- **Extracted material**:
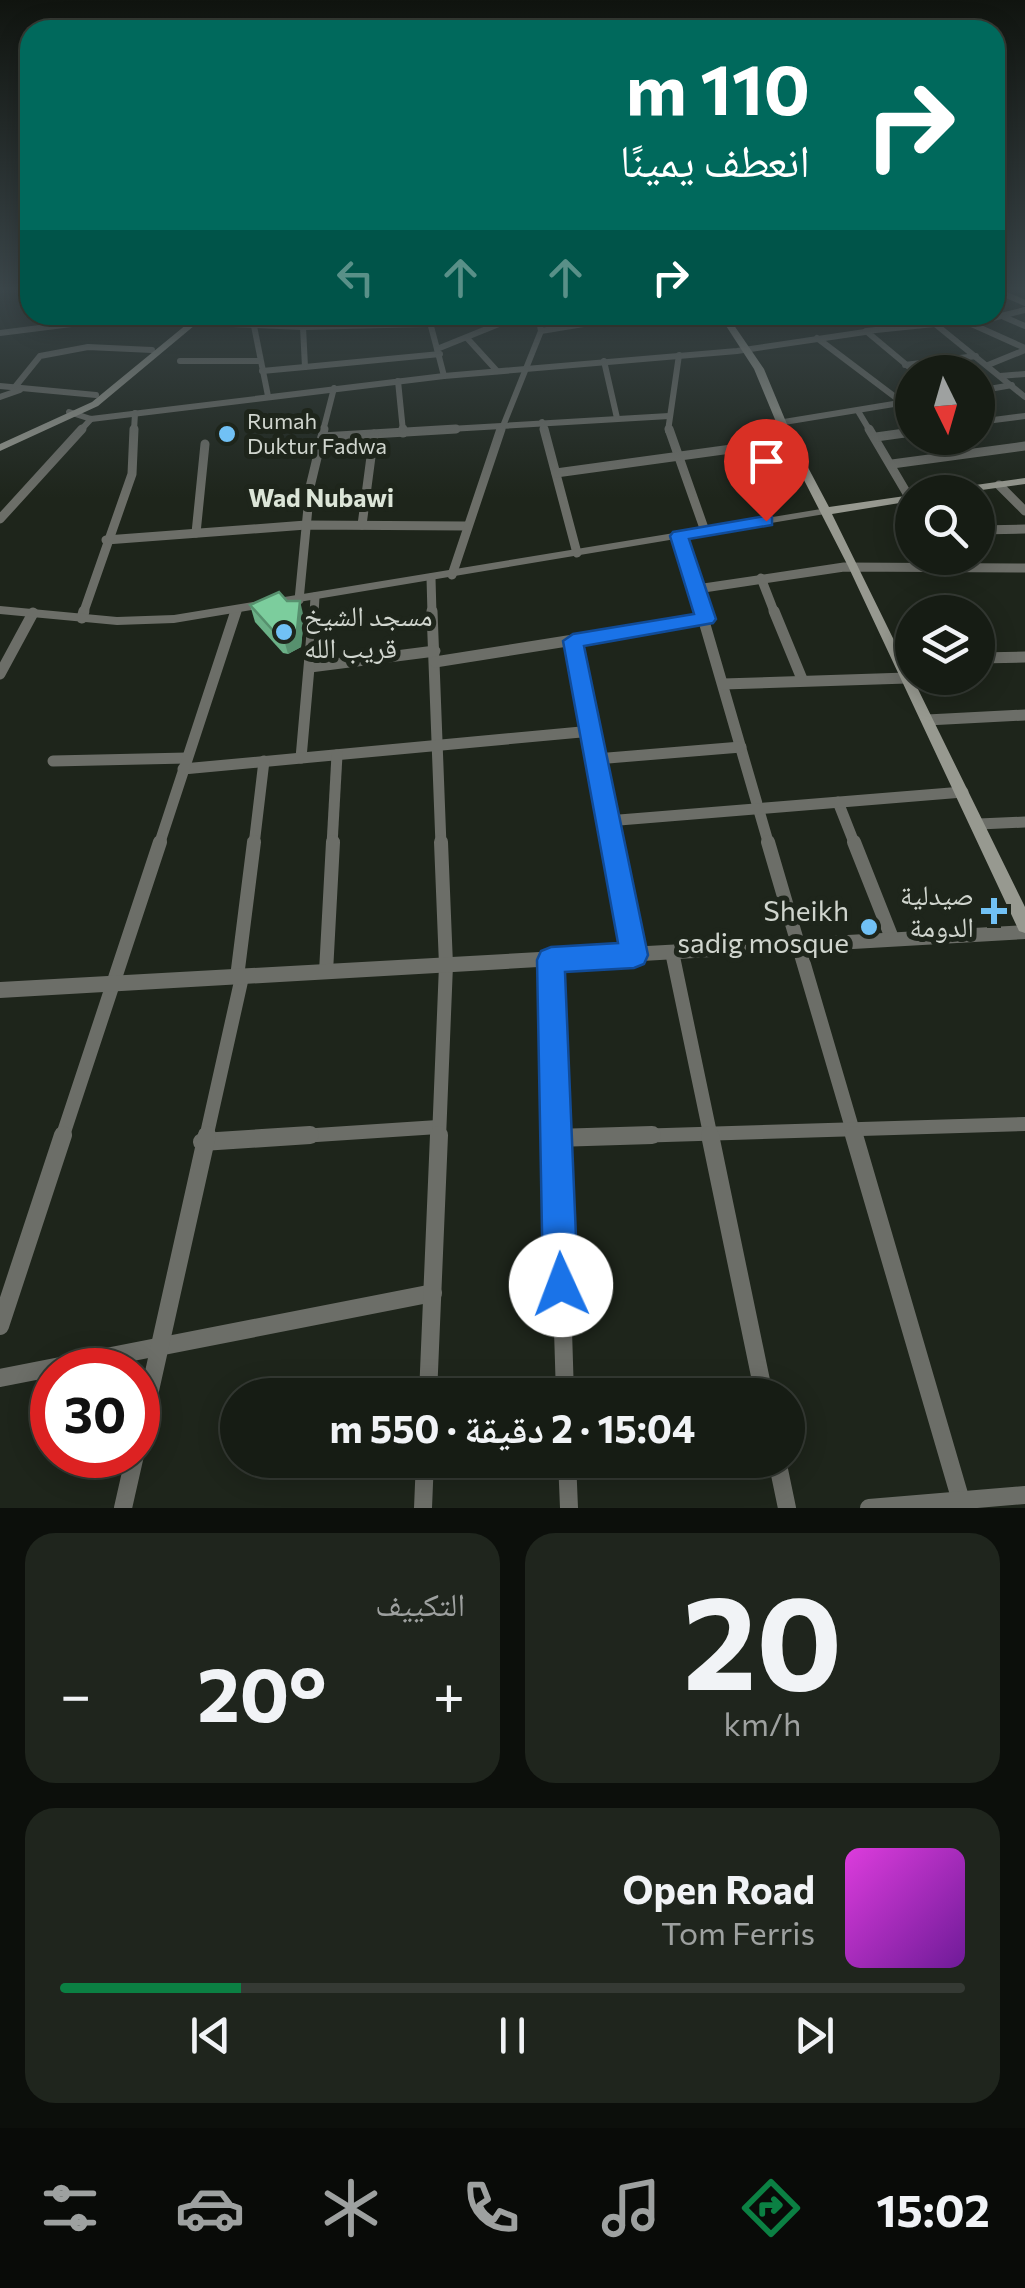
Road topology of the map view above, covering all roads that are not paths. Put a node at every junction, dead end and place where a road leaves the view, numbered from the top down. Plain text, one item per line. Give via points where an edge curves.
1 (39, 357) edge
2 (143, 357) edge
3 (149, 357) edge
4 (259, 357) edge
5 (305, 357) edge
6 (390, 357) edge
7 (439, 357) edge
8 (485, 357) edge
9 (529, 357) edge
10 (649, 357) edge
11 (678, 357) edge
12 (752, 357) edge
13 (845, 357) edge
14 (260, 361) junction
15 (604, 361) junction
16 (180, 362) dead end
17 (305, 367) junction
18 (523, 369) junction
19 (262, 371) junction
20 (498, 371) junction
21 (995, 371) edge
22 (1025, 374) edge
23 (444, 376) junction
24 (1000, 376) junction
25 (398, 381) junction
26 (1012, 385) junction
27 (0, 386) edge
28 (20, 388) junction
29 (334, 388) junction
30 (995, 388) edge
31 (895, 393) edge
32 (96, 395) junction
33 (268, 396) junction
34 (1025, 396) edge
35 (0, 397) edge
36 (895, 404) edge
37 (858, 411) junction
38 (135, 413) junction
39 (72, 414) junction
40 (669, 416) junction
41 (1025, 416) edge
42 (617, 418) junction
43 (91, 419) junction
44 (995, 420) edge
45 (542, 422) junction
46 (784, 422) junction
47 (503, 424) junction
48 (403, 433) junction
49 (374, 434) junction
50 (895, 434) edge
51 (322, 436) junction
52 (876, 437) junction
53 (789, 441) junction
54 (0, 444) edge
55 (205, 444) dead end
56 (1025, 446) edge
57 (678, 455) junction
58 (892, 464) junction
59 (556, 474) junction
60 (898, 475) edge
61 (1025, 481) edge
62 (1000, 484) junction
63 (995, 485) edge
64 (895, 501) edge
65 (827, 511) junction
66 (1025, 511) edge
67 (0, 519) edge
68 (306, 525) junction
69 (362, 525) junction
70 (467, 526) junction
71 (1025, 529) edge
72 (995, 530) edge
73 (705, 531) junction
74 (196, 533) junction
75 (679, 536) junction
76 (106, 540) junction
77 (576, 553) junction
78 (895, 564) edge
79 (854, 566) junction
80 (995, 566) edge
81 (1025, 568) edge
82 (452, 574) junction
83 (431, 578) junction
84 (761, 578) junction
85 (697, 589) junction
86 (315, 598) junction
87 (300, 600) junction
88 (0, 610) edge
89 (236, 610) junction
90 (33, 613) junction
91 (82, 618) junction
92 (706, 619) junction
93 (895, 640) edge
94 (573, 641) junction
95 (435, 657) junction
96 (995, 658) edge
97 (1025, 658) edge
98 (310, 667) junction
99 (0, 674) edge
100 (895, 678) edge
101 (802, 680) junction
102 (724, 684) junction
103 (915, 695) edge
104 (1024, 718) edge
105 (927, 720) junction
106 (592, 731) junction
107 (741, 747) junction
108 (436, 748) junction
109 (337, 755) junction
110 (302, 758) junction
111 (596, 758) junction
112 (264, 761) junction
113 (53, 762) dead end
114 (185, 764) junction
115 (963, 792) junction
116 (838, 802) junction
117 (758, 808) junction
118 (608, 820) junction
119 (1025, 822) edge
120 (978, 824) junction
121 (1025, 928) edge
122 (892, 938) junction
123 (795, 944) junction
124 (672, 952) junction
125 (634, 955) junction
126 (551, 960) junction
127 (446, 965) junction
128 (326, 972) junction
129 (239, 977) junction
130 (110, 985) junction
131 (0, 990) edge
132 (1025, 1124) edge
133 (438, 1127) junction
134 (853, 1128) junction
135 (710, 1134) junction
136 (555, 1138) junction
137 (202, 1142) junction
138 (433, 1293) junction
139 (0, 1326) edge
140 (160, 1347) junction
141 (0, 1378) edge
142 (429, 1378) edge
143 (564, 1378) edge
144 (760, 1378) edge
145 (130, 1478) edge
146 (424, 1478) edge
147 (568, 1478) edge
148 (781, 1478) edge
149 (1025, 1495) edge
150 (961, 1502) junction
151 (123, 1508) edge
152 (423, 1508) edge
153 (569, 1508) edge
154 (787, 1508) edge
155 (860, 1508) edge
156 (869, 1508) edge

1 - 28 street
2 - 32 main road
3 - 39 main road
4 - 14 street
5 - 17 street
6 - 17 street
7 - 23 street
8 - 20 street
9 - 18 street
10 - 15 street
11 - 40 street
12 - 46 main road
13 - 31 street
14 - 16 street
14 - 19 street
15 - 18 street
15 - 42 street
17 - 19 street
18 - 20 street
18 - 47 street
19 - 33 street
20 - 23 street
21 - 24 street
22 - 24 street
23 - 25 street
24 - 26 street
25 - 29 street
25 - 48 street
26 - 30 street
26 - 34 street
27 - 28 street
28 - 32 street
28 - 35 street
29 - 33 street
29 - 51 street
32 - 39 main road
33 - 38 street
36 - 37 street
37 - 46 street
37 - 52 street
38 - 43 street
38 - 76 street via 132,474
39 - 43 street
39 - 54 main road
40 - 42 street
40 - 57 street via 668,434
41 - 44 street
42 - 45 street
43 - 67 street
45 - 47 street
45 - 59 street
46 - 53 main road
47 - 48 street
47 - 70 street
48 - 49 street
49 - 51 street
49 - 69 street
50 - 52 street
51 - 68 street
52 - 58 street
53 - 57 street
53 - 65 main road
55 - 74 street
56 - 58 street
57 - 59 street
57 - 73 street
58 - 60 street
59 - 77 street
61 - 62 main road
62 - 63 main road
62 - 66 street
64 - 65 main road
65 - 73 street
65 - 79 main road
68 - 69 street
68 - 74 street
68 - 87 street
69 - 70 street
70 - 82 street
71 - 72 street
73 - 75 street
74 - 76 street
75 - 77 street
75 - 85 street
76 - 91 street
77 - 82 street
78 - 79 street
79 - 84 street
79 - 93 main road
80 - 81 street
82 - 83 street
83 - 86 street
83 - 95 street
84 - 85 street
84 - 101 street
85 - 92 street
86 - 87 street
86 - 98 street
87 - 89 street
88 - 90 street
89 - 91 street via 144,621
89 - 114 street
90 - 91 street
90 - 99 street
92 - 94 street
92 - 102 street
94 - 95 street
94 - 106 street
95 - 98 street
95 - 108 street
96 - 97 street
98 - 110 street
100 - 101 street
101 - 102 street
102 - 107 street
103 - 105 main road
104 - 105 street
105 - 115 main road
106 - 108 street
106 - 111 street
107 - 111 street
107 - 117 street
108 - 109 street
108 - 127 street
109 - 110 street
109 - 128 street
110 - 112 street
111 - 118 street
112 - 114 street
112 - 129 street
113 - 114 street
114 - 130 street
115 - 116 street
115 - 120 main road
116 - 117 street
116 - 122 street
117 - 118 street
117 - 123 street
118 - 125 street
119 - 120 street
120 - 121 main road
121 - 122 street
122 - 123 street
123 - 124 street
123 - 134 street
124 - 125 street
124 - 135 street
125 - 126 street
126 - 127 street
126 - 136 street
127 - 128 street
127 - 133 street
128 - 129 street
129 - 130 street
129 - 137 street
130 - 131 street
130 - 139 street
132 - 134 street
133 - 137 street
133 - 138 street
134 - 135 street
134 - 150 street
135 - 136 street
135 - 144 street
136 - 143 street
137 - 140 street
138 - 140 street
138 - 142 street
140 - 141 street
145 - 151 street
146 - 152 street
147 - 153 street
148 - 154 street
149 - 150 street
150 - 156 street
155 - 156 street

- **Task requirements**: Your copy should hold every entry exactly as written, but none of the pictures.

- **Final answer**:
Road topology of the map view above, covering all roads that are not paths. Put a node at every junction, dead end and place where a road leaves the view, numbered from the top down. Plain text, one item per line. Give via points where an edge curves.
1 (39, 357) edge
2 (143, 357) edge
3 (149, 357) edge
4 (259, 357) edge
5 (305, 357) edge
6 (390, 357) edge
7 (439, 357) edge
8 (485, 357) edge
9 (529, 357) edge
10 (649, 357) edge
11 (678, 357) edge
12 (752, 357) edge
13 (845, 357) edge
14 (260, 361) junction
15 (604, 361) junction
16 (180, 362) dead end
17 (305, 367) junction
18 (523, 369) junction
19 (262, 371) junction
20 (498, 371) junction
21 (995, 371) edge
22 (1025, 374) edge
23 (444, 376) junction
24 (1000, 376) junction
25 (398, 381) junction
26 (1012, 385) junction
27 (0, 386) edge
28 (20, 388) junction
29 (334, 388) junction
30 (995, 388) edge
31 (895, 393) edge
32 (96, 395) junction
33 (268, 396) junction
34 (1025, 396) edge
35 (0, 397) edge
36 (895, 404) edge
37 (858, 411) junction
38 (135, 413) junction
39 (72, 414) junction
40 (669, 416) junction
41 (1025, 416) edge
42 (617, 418) junction
43 (91, 419) junction
44 (995, 420) edge
45 (542, 422) junction
46 (784, 422) junction
47 (503, 424) junction
48 (403, 433) junction
49 (374, 434) junction
50 (895, 434) edge
51 (322, 436) junction
52 (876, 437) junction
53 (789, 441) junction
54 (0, 444) edge
55 (205, 444) dead end
56 (1025, 446) edge
57 (678, 455) junction
58 (892, 464) junction
59 (556, 474) junction
60 (898, 475) edge
61 (1025, 481) edge
62 (1000, 484) junction
63 (995, 485) edge
64 (895, 501) edge
65 (827, 511) junction
66 (1025, 511) edge
67 (0, 519) edge
68 (306, 525) junction
69 (362, 525) junction
70 (467, 526) junction
71 (1025, 529) edge
72 (995, 530) edge
73 (705, 531) junction
74 (196, 533) junction
75 (679, 536) junction
76 (106, 540) junction
77 (576, 553) junction
78 (895, 564) edge
79 (854, 566) junction
80 (995, 566) edge
81 (1025, 568) edge
82 (452, 574) junction
83 (431, 578) junction
84 (761, 578) junction
85 (697, 589) junction
86 (315, 598) junction
87 (300, 600) junction
88 (0, 610) edge
89 (236, 610) junction
90 (33, 613) junction
91 (82, 618) junction
92 (706, 619) junction
93 (895, 640) edge
94 (573, 641) junction
95 (435, 657) junction
96 (995, 658) edge
97 (1025, 658) edge
98 (310, 667) junction
99 (0, 674) edge
100 (895, 678) edge
101 (802, 680) junction
102 (724, 684) junction
103 (915, 695) edge
104 (1024, 718) edge
105 (927, 720) junction
106 (592, 731) junction
107 (741, 747) junction
108 (436, 748) junction
109 (337, 755) junction
110 (302, 758) junction
111 (596, 758) junction
112 (264, 761) junction
113 (53, 762) dead end
114 (185, 764) junction
115 (963, 792) junction
116 (838, 802) junction
117 (758, 808) junction
118 (608, 820) junction
119 (1025, 822) edge
120 (978, 824) junction
121 (1025, 928) edge
122 (892, 938) junction
123 (795, 944) junction
124 (672, 952) junction
125 (634, 955) junction
126 (551, 960) junction
127 (446, 965) junction
128 (326, 972) junction
129 (239, 977) junction
130 (110, 985) junction
131 (0, 990) edge
132 (1025, 1124) edge
133 (438, 1127) junction
134 (853, 1128) junction
135 (710, 1134) junction
136 (555, 1138) junction
137 (202, 1142) junction
138 (433, 1293) junction
139 (0, 1326) edge
140 (160, 1347) junction
141 (0, 1378) edge
142 (429, 1378) edge
143 (564, 1378) edge
144 (760, 1378) edge
145 (130, 1478) edge
146 (424, 1478) edge
147 (568, 1478) edge
148 (781, 1478) edge
149 (1025, 1495) edge
150 (961, 1502) junction
151 (123, 1508) edge
152 (423, 1508) edge
153 (569, 1508) edge
154 (787, 1508) edge
155 (860, 1508) edge
156 (869, 1508) edge

1 - 28 street
2 - 32 main road
3 - 39 main road
4 - 14 street
5 - 17 street
6 - 17 street
7 - 23 street
8 - 20 street
9 - 18 street
10 - 15 street
11 - 40 street
12 - 46 main road
13 - 31 street
14 - 16 street
14 - 19 street
15 - 18 street
15 - 42 street
17 - 19 street
18 - 20 street
18 - 47 street
19 - 33 street
20 - 23 street
21 - 24 street
22 - 24 street
23 - 25 street
24 - 26 street
25 - 29 street
25 - 48 street
26 - 30 street
26 - 34 street
27 - 28 street
28 - 32 street
28 - 35 street
29 - 33 street
29 - 51 street
32 - 39 main road
33 - 38 street
36 - 37 street
37 - 46 street
37 - 52 street
38 - 43 street
38 - 76 street via 132,474
39 - 43 street
39 - 54 main road
40 - 42 street
40 - 57 street via 668,434
41 - 44 street
42 - 45 street
43 - 67 street
45 - 47 street
45 - 59 street
46 - 53 main road
47 - 48 street
47 - 70 street
48 - 49 street
49 - 51 street
49 - 69 street
50 - 52 street
51 - 68 street
52 - 58 street
53 - 57 street
53 - 65 main road
55 - 74 street
56 - 58 street
57 - 59 street
57 - 73 street
58 - 60 street
59 - 77 street
61 - 62 main road
62 - 63 main road
62 - 66 street
64 - 65 main road
65 - 73 street
65 - 79 main road
68 - 69 street
68 - 74 street
68 - 87 street
69 - 70 street
70 - 82 street
71 - 72 street
73 - 75 street
74 - 76 street
75 - 77 street
75 - 85 street
76 - 91 street
77 - 82 street
78 - 79 street
79 - 84 street
79 - 93 main road
80 - 81 street
82 - 83 street
83 - 86 street
83 - 95 street
84 - 85 street
84 - 101 street
85 - 92 street
86 - 87 street
86 - 98 street
87 - 89 street
88 - 90 street
89 - 91 street via 144,621
89 - 114 street
90 - 91 street
90 - 99 street
92 - 94 street
92 - 102 street
94 - 95 street
94 - 106 street
95 - 98 street
95 - 108 street
96 - 97 street
98 - 110 street
100 - 101 street
101 - 102 street
102 - 107 street
103 - 105 main road
104 - 105 street
105 - 115 main road
106 - 108 street
106 - 111 street
107 - 111 street
107 - 117 street
108 - 109 street
108 - 127 street
109 - 110 street
109 - 128 street
110 - 112 street
111 - 118 street
112 - 114 street
112 - 129 street
113 - 114 street
114 - 130 street
115 - 116 street
115 - 120 main road
116 - 117 street
116 - 122 street
117 - 118 street
117 - 123 street
118 - 125 street
119 - 120 street
120 - 121 main road
121 - 122 street
122 - 123 street
123 - 124 street
123 - 134 street
124 - 125 street
124 - 135 street
125 - 126 street
126 - 127 street
126 - 136 street
127 - 128 street
127 - 133 street
128 - 129 street
129 - 130 street
129 - 137 street
130 - 131 street
130 - 139 street
132 - 134 street
133 - 137 street
133 - 138 street
134 - 135 street
134 - 150 street
135 - 136 street
135 - 144 street
136 - 143 street
137 - 140 street
138 - 140 street
138 - 142 street
140 - 141 street
145 - 151 street
146 - 152 street
147 - 153 street
148 - 154 street
149 - 150 street
150 - 156 street
155 - 156 street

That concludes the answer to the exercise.